Instructions for the task: When you reach the records below, repeat each one exactly as written.

Source information:

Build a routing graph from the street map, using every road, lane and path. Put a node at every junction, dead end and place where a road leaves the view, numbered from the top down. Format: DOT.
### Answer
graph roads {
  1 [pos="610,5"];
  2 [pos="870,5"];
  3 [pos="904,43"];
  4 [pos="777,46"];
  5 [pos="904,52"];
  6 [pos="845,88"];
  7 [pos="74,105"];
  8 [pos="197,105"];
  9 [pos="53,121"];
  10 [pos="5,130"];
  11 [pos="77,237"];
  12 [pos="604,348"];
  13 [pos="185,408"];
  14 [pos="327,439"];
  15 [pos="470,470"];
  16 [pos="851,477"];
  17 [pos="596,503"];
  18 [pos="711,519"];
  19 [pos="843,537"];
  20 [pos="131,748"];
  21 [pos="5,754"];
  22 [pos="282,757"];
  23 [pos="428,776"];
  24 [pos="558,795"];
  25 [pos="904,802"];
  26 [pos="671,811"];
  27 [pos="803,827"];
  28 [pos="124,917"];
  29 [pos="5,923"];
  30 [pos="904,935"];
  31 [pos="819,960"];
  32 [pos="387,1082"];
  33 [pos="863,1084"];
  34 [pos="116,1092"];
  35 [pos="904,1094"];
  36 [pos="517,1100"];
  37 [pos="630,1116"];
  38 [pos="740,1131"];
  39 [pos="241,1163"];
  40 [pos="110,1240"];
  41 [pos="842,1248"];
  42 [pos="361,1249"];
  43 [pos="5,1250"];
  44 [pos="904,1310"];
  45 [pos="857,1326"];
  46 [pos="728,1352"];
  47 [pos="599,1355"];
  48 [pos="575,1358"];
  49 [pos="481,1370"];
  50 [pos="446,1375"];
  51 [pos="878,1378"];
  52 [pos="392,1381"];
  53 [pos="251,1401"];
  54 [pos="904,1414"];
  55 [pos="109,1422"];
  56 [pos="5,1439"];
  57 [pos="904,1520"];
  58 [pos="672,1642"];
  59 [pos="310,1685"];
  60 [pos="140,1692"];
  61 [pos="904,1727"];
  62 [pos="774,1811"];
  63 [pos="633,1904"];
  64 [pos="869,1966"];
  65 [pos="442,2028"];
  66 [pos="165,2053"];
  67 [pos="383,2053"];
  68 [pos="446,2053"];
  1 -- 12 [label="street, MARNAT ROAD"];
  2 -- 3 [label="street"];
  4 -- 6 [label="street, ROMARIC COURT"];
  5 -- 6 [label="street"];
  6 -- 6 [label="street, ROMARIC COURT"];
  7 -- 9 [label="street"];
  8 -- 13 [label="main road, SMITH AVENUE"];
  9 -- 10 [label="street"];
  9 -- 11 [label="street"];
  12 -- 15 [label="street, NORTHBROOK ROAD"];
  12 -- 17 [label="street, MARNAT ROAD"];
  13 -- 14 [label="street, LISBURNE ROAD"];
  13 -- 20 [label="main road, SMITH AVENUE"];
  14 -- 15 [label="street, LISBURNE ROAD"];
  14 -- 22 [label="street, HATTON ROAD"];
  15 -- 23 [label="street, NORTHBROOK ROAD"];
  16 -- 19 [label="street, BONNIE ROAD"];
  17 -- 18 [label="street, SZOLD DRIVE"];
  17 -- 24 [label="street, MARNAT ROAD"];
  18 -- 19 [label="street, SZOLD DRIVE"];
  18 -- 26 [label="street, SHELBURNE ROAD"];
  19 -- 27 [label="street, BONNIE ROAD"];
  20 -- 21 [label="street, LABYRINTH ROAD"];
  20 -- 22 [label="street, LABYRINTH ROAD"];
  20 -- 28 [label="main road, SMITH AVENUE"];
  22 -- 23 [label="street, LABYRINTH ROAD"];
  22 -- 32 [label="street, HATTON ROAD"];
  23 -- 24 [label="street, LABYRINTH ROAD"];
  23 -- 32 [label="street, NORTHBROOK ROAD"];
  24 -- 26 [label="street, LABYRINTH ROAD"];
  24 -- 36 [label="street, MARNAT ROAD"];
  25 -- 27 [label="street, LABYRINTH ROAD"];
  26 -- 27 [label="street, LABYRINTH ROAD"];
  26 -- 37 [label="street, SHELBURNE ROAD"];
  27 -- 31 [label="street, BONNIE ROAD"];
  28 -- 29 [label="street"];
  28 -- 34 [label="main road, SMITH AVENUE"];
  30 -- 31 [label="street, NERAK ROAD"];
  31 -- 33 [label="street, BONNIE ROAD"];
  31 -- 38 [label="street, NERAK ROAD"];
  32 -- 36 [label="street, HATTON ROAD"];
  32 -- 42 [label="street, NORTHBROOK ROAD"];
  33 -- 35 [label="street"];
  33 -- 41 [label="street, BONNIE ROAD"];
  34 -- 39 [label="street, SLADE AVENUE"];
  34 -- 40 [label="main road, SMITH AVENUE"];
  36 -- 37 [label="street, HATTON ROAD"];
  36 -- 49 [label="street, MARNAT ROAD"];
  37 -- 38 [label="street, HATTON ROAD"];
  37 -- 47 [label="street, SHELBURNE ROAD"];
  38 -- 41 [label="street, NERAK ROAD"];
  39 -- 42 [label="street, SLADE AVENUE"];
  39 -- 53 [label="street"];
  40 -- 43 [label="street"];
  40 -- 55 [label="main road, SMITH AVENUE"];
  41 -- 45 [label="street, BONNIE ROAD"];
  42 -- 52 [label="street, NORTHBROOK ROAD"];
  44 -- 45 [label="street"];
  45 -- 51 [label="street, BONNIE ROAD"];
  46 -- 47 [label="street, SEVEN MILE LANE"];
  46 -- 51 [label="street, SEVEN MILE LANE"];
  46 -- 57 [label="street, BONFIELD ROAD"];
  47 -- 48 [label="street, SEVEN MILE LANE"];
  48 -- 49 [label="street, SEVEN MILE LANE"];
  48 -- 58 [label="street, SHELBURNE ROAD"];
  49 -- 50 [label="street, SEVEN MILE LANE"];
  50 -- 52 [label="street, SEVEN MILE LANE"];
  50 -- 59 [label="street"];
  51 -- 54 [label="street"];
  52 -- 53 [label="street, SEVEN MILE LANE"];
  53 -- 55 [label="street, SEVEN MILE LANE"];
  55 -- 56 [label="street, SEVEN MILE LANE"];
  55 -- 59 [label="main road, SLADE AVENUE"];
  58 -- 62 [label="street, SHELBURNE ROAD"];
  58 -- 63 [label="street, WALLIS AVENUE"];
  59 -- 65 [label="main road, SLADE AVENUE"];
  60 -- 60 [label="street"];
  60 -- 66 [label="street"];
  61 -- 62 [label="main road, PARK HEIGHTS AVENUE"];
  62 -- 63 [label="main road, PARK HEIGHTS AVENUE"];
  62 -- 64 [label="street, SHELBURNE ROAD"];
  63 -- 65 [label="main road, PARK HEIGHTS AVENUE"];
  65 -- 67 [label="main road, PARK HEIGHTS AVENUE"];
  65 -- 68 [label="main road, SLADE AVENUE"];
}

Response to the exercise:
Build a routing graph from the street map, using every road, lane and path. Put a node at every junction, dead end and place where a road leaves the view, numbered from the top down. Format: DOT.
### Answer
graph roads {
  1 [pos="610,5"];
  2 [pos="870,5"];
  3 [pos="904,43"];
  4 [pos="777,46"];
  5 [pos="904,52"];
  6 [pos="845,88"];
  7 [pos="74,105"];
  8 [pos="197,105"];
  9 [pos="53,121"];
  10 [pos="5,130"];
  11 [pos="77,237"];
  12 [pos="604,348"];
  13 [pos="185,408"];
  14 [pos="327,439"];
  15 [pos="470,470"];
  16 [pos="851,477"];
  17 [pos="596,503"];
  18 [pos="711,519"];
  19 [pos="843,537"];
  20 [pos="131,748"];
  21 [pos="5,754"];
  22 [pos="282,757"];
  23 [pos="428,776"];
  24 [pos="558,795"];
  25 [pos="904,802"];
  26 [pos="671,811"];
  27 [pos="803,827"];
  28 [pos="124,917"];
  29 [pos="5,923"];
  30 [pos="904,935"];
  31 [pos="819,960"];
  32 [pos="387,1082"];
  33 [pos="863,1084"];
  34 [pos="116,1092"];
  35 [pos="904,1094"];
  36 [pos="517,1100"];
  37 [pos="630,1116"];
  38 [pos="740,1131"];
  39 [pos="241,1163"];
  40 [pos="110,1240"];
  41 [pos="842,1248"];
  42 [pos="361,1249"];
  43 [pos="5,1250"];
  44 [pos="904,1310"];
  45 [pos="857,1326"];
  46 [pos="728,1352"];
  47 [pos="599,1355"];
  48 [pos="575,1358"];
  49 [pos="481,1370"];
  50 [pos="446,1375"];
  51 [pos="878,1378"];
  52 [pos="392,1381"];
  53 [pos="251,1401"];
  54 [pos="904,1414"];
  55 [pos="109,1422"];
  56 [pos="5,1439"];
  57 [pos="904,1520"];
  58 [pos="672,1642"];
  59 [pos="310,1685"];
  60 [pos="140,1692"];
  61 [pos="904,1727"];
  62 [pos="774,1811"];
  63 [pos="633,1904"];
  64 [pos="869,1966"];
  65 [pos="442,2028"];
  66 [pos="165,2053"];
  67 [pos="383,2053"];
  68 [pos="446,2053"];
  1 -- 12 [label="street, MARNAT ROAD"];
  2 -- 3 [label="street"];
  4 -- 6 [label="street, ROMARIC COURT"];
  5 -- 6 [label="street"];
  6 -- 6 [label="street, ROMARIC COURT"];
  7 -- 9 [label="street"];
  8 -- 13 [label="main road, SMITH AVENUE"];
  9 -- 10 [label="street"];
  9 -- 11 [label="street"];
  12 -- 15 [label="street, NORTHBROOK ROAD"];
  12 -- 17 [label="street, MARNAT ROAD"];
  13 -- 14 [label="street, LISBURNE ROAD"];
  13 -- 20 [label="main road, SMITH AVENUE"];
  14 -- 15 [label="street, LISBURNE ROAD"];
  14 -- 22 [label="street, HATTON ROAD"];
  15 -- 23 [label="street, NORTHBROOK ROAD"];
  16 -- 19 [label="street, BONNIE ROAD"];
  17 -- 18 [label="street, SZOLD DRIVE"];
  17 -- 24 [label="street, MARNAT ROAD"];
  18 -- 19 [label="street, SZOLD DRIVE"];
  18 -- 26 [label="street, SHELBURNE ROAD"];
  19 -- 27 [label="street, BONNIE ROAD"];
  20 -- 21 [label="street, LABYRINTH ROAD"];
  20 -- 22 [label="street, LABYRINTH ROAD"];
  20 -- 28 [label="main road, SMITH AVENUE"];
  22 -- 23 [label="street, LABYRINTH ROAD"];
  22 -- 32 [label="street, HATTON ROAD"];
  23 -- 24 [label="street, LABYRINTH ROAD"];
  23 -- 32 [label="street, NORTHBROOK ROAD"];
  24 -- 26 [label="street, LABYRINTH ROAD"];
  24 -- 36 [label="street, MARNAT ROAD"];
  25 -- 27 [label="street, LABYRINTH ROAD"];
  26 -- 27 [label="street, LABYRINTH ROAD"];
  26 -- 37 [label="street, SHELBURNE ROAD"];
  27 -- 31 [label="street, BONNIE ROAD"];
  28 -- 29 [label="street"];
  28 -- 34 [label="main road, SMITH AVENUE"];
  30 -- 31 [label="street, NERAK ROAD"];
  31 -- 33 [label="street, BONNIE ROAD"];
  31 -- 38 [label="street, NERAK ROAD"];
  32 -- 36 [label="street, HATTON ROAD"];
  32 -- 42 [label="street, NORTHBROOK ROAD"];
  33 -- 35 [label="street"];
  33 -- 41 [label="street, BONNIE ROAD"];
  34 -- 39 [label="street, SLADE AVENUE"];
  34 -- 40 [label="main road, SMITH AVENUE"];
  36 -- 37 [label="street, HATTON ROAD"];
  36 -- 49 [label="street, MARNAT ROAD"];
  37 -- 38 [label="street, HATTON ROAD"];
  37 -- 47 [label="street, SHELBURNE ROAD"];
  38 -- 41 [label="street, NERAK ROAD"];
  39 -- 42 [label="street, SLADE AVENUE"];
  39 -- 53 [label="street"];
  40 -- 43 [label="street"];
  40 -- 55 [label="main road, SMITH AVENUE"];
  41 -- 45 [label="street, BONNIE ROAD"];
  42 -- 52 [label="street, NORTHBROOK ROAD"];
  44 -- 45 [label="street"];
  45 -- 51 [label="street, BONNIE ROAD"];
  46 -- 47 [label="street, SEVEN MILE LANE"];
  46 -- 51 [label="street, SEVEN MILE LANE"];
  46 -- 57 [label="street, BONFIELD ROAD"];
  47 -- 48 [label="street, SEVEN MILE LANE"];
  48 -- 49 [label="street, SEVEN MILE LANE"];
  48 -- 58 [label="street, SHELBURNE ROAD"];
  49 -- 50 [label="street, SEVEN MILE LANE"];
  50 -- 52 [label="street, SEVEN MILE LANE"];
  50 -- 59 [label="street"];
  51 -- 54 [label="street"];
  52 -- 53 [label="street, SEVEN MILE LANE"];
  53 -- 55 [label="street, SEVEN MILE LANE"];
  55 -- 56 [label="street, SEVEN MILE LANE"];
  55 -- 59 [label="main road, SLADE AVENUE"];
  58 -- 62 [label="street, SHELBURNE ROAD"];
  58 -- 63 [label="street, WALLIS AVENUE"];
  59 -- 65 [label="main road, SLADE AVENUE"];
  60 -- 60 [label="street"];
  60 -- 66 [label="street"];
  61 -- 62 [label="main road, PARK HEIGHTS AVENUE"];
  62 -- 63 [label="main road, PARK HEIGHTS AVENUE"];
  62 -- 64 [label="street, SHELBURNE ROAD"];
  63 -- 65 [label="main road, PARK HEIGHTS AVENUE"];
  65 -- 67 [label="main road, PARK HEIGHTS AVENUE"];
  65 -- 68 [label="main road, SLADE AVENUE"];
}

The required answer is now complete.